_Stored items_
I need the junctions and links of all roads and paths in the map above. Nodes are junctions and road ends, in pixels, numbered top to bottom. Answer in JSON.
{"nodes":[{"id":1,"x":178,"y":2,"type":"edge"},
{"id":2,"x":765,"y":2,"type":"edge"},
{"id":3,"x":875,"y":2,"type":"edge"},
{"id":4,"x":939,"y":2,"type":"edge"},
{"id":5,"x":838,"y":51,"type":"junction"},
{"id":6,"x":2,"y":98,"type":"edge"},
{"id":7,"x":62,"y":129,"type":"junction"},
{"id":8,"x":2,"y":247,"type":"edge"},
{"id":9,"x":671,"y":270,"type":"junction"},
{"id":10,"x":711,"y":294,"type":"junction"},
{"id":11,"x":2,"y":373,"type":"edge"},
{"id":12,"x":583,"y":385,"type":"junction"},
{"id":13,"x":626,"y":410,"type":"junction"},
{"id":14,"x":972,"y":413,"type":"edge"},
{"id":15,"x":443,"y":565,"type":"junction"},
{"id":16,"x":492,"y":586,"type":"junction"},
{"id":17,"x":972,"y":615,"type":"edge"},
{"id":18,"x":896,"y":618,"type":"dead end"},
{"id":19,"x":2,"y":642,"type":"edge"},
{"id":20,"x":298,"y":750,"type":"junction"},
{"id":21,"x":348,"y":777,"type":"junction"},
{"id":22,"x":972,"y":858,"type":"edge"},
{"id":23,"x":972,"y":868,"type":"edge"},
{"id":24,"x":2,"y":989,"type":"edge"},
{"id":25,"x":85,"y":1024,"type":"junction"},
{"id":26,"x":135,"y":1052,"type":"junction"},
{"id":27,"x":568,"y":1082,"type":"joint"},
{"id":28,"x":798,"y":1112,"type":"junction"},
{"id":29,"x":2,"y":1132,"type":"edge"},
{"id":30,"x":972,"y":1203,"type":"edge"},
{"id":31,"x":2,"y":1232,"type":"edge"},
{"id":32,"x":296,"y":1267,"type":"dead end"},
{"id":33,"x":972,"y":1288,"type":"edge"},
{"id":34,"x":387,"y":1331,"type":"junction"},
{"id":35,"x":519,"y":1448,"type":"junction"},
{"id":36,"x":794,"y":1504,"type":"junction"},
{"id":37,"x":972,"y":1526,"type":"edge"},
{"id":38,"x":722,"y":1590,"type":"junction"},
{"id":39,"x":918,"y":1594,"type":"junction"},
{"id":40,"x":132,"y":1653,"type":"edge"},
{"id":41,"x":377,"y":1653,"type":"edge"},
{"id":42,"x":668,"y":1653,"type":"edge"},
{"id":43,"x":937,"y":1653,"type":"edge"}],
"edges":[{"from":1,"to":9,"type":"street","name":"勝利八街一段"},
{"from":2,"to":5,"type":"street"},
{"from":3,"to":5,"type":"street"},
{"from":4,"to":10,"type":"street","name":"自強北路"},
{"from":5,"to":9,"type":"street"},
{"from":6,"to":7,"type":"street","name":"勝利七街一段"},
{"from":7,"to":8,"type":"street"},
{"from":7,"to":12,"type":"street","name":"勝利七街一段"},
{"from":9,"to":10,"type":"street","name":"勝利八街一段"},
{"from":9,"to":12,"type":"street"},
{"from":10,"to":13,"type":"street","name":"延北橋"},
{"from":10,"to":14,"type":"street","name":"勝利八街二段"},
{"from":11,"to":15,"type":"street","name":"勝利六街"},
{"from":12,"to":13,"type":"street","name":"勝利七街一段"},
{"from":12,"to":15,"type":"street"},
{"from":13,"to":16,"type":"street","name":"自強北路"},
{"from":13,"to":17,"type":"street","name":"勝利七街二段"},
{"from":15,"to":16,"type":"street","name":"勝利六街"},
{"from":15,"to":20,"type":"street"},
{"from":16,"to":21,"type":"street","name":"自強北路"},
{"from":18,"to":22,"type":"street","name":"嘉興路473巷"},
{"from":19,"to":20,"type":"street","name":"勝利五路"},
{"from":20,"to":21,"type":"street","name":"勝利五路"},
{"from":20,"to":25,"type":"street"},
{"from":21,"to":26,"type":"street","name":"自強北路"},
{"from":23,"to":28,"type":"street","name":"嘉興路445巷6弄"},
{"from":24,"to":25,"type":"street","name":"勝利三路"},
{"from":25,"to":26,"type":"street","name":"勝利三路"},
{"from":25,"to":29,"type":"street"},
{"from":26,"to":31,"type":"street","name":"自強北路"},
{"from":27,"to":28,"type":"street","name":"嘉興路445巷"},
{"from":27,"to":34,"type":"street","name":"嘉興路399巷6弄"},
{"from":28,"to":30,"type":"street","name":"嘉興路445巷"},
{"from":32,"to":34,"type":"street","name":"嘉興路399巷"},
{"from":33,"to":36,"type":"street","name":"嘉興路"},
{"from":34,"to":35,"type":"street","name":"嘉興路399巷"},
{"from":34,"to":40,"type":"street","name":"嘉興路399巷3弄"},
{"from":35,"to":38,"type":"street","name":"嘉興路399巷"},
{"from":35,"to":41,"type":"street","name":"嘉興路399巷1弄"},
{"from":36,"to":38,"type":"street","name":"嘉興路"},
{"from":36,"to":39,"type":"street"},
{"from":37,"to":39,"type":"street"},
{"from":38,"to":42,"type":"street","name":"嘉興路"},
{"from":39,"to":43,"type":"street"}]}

_Exercise objective_
Look through the records for the word "勝利五路". Every line that has it should be copied.

_Solution_
{"from":19,"to":20,"type":"street","name":"勝利五路"},
{"from":20,"to":21,"type":"street","name":"勝利五路"},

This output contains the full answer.